House debates

Monday, 21 May 2012

Private Members' Business

Aged Care Reform

8:20 pm

Photo of Maria VamvakinouMaria Vamvakinou (Calwell, Australian Labor Party) Share this | Hansard source

I rise to support the private member's motion moved by the member for Shortland. The quality of life for elderly Australians is particularly important in my electorate, being one of the most multicultural and diverse electorates in Australia and having one of the largest ageing communities. Aging an integral part of the lifecycle and nothing is quite so complicated by cultural and linguistic sensitivities as caring for elderly people and their complex needs. Helping older people to stay in their own homes is an important aim of the government's aged-care reform package. That very much accords with the cultural practices and preferences of the many communities that make up my electorate of Calwell.

Many of my constituents live in multigenerational households where care of all family members, from babies and young children to elderly grandparents and great-grandparents, is considered a natural function of the extended family. However, in our modern, time pressured and finance pressured society, this is becoming increasingly difficult to maintain without proper support and quality community services. Sometimes it is not possible to maintain, and aged-care facilities that can cater to the needs of people from different cultural backgrounds are a vital community resource.

As we all know, ageing brings with it a returning emphasis and reliance on the mother tongue. Older people, no matter how fluently they have acquired a second and subsequent language during their lifetimes, tend to feel most comfortable in their original language as they grow older. It is vital that we are sensitive to this fact when planning and providing services to older Australians of non-English speaking backgrounds. How much more important is it when we are caring for Australians who migrated to this country, often in traumatic and difficult circumstances in their later years, never having had the chance to acquire fluent English? Their needs for culturally and linguistically specific services are even greater.

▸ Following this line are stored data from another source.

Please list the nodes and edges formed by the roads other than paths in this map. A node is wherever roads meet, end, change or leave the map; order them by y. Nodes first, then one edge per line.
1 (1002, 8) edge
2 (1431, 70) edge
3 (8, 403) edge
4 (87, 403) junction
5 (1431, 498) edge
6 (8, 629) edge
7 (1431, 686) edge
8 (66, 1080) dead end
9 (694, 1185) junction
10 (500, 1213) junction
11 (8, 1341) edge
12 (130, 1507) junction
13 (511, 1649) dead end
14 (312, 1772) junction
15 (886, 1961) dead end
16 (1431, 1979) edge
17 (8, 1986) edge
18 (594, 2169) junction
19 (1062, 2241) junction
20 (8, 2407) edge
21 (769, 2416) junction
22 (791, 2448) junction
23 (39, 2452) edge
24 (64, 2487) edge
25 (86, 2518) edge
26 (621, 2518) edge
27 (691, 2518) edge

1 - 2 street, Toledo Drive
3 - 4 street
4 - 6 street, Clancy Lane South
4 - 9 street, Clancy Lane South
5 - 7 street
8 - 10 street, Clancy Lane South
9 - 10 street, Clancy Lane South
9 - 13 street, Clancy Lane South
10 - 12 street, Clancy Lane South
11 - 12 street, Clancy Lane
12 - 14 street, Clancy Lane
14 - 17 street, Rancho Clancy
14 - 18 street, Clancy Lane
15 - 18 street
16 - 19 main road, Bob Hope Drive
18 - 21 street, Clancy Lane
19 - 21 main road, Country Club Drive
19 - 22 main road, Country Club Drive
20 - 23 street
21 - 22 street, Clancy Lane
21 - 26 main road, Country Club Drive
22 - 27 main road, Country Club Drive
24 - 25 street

By way of example, I wish to draw the House's attention to the needs of the Arabic-speaking communities in our country, a significant number of whom live in my electorate. Arabic is, according to the ABS data, in the top five most common languages other than English spoken in Australian households. It is spoken not just by people who have migrated from Middle Eastern countries but also by people from a number of African nations, such as Eritrea, Ethiopia and Somalia. Arabic speakers can be Muslim, Christian and other religions as well, each with their own specific cultural needs. Many families from the Assyrian and Chaldean communities in Iraq, who themselves are quite recent arrivals, have sponsored their elderly parents and grandparents to be with them in Australia and have very immediate needs for aged-care services and support. To this end, I would like to commend the Victorian Arabic Social Services, who have done a great job with fairly limited resources in bringing together existing mainstream aged-care services with a wide variety of Arabic-speaking communities to ensure a mutual relationship of trust and understanding. I hope that they will be able to continue to work into the future.

Under the Labor government's well-pitched aged-care reform package, needs such as I have outlined above are recognised and support made available under the Aged Care Service Improvement and Healthy Ageing Grants Fund. These grants are intended to help community organisations ensure that quality services are made available to all those who need it so that they can grow old with dignity and with as much independence as possible and with a quality of life that befits all of our community elders. Importantly however, I want to reiterate the importance of the Living Longer, Living Better aged-care reform package which makes it easier for older Australians to stay in their homes. I also want to acknowledge the very important work that the government is doing in developing appropriate aged-care policies for the large ageing migrant communities, particularly the Italian and the Greek communities which are amongst the largest of those ageing communities. For too many years the previous federal government had been absent in this policy area, so I welcome this government's focus and commitment.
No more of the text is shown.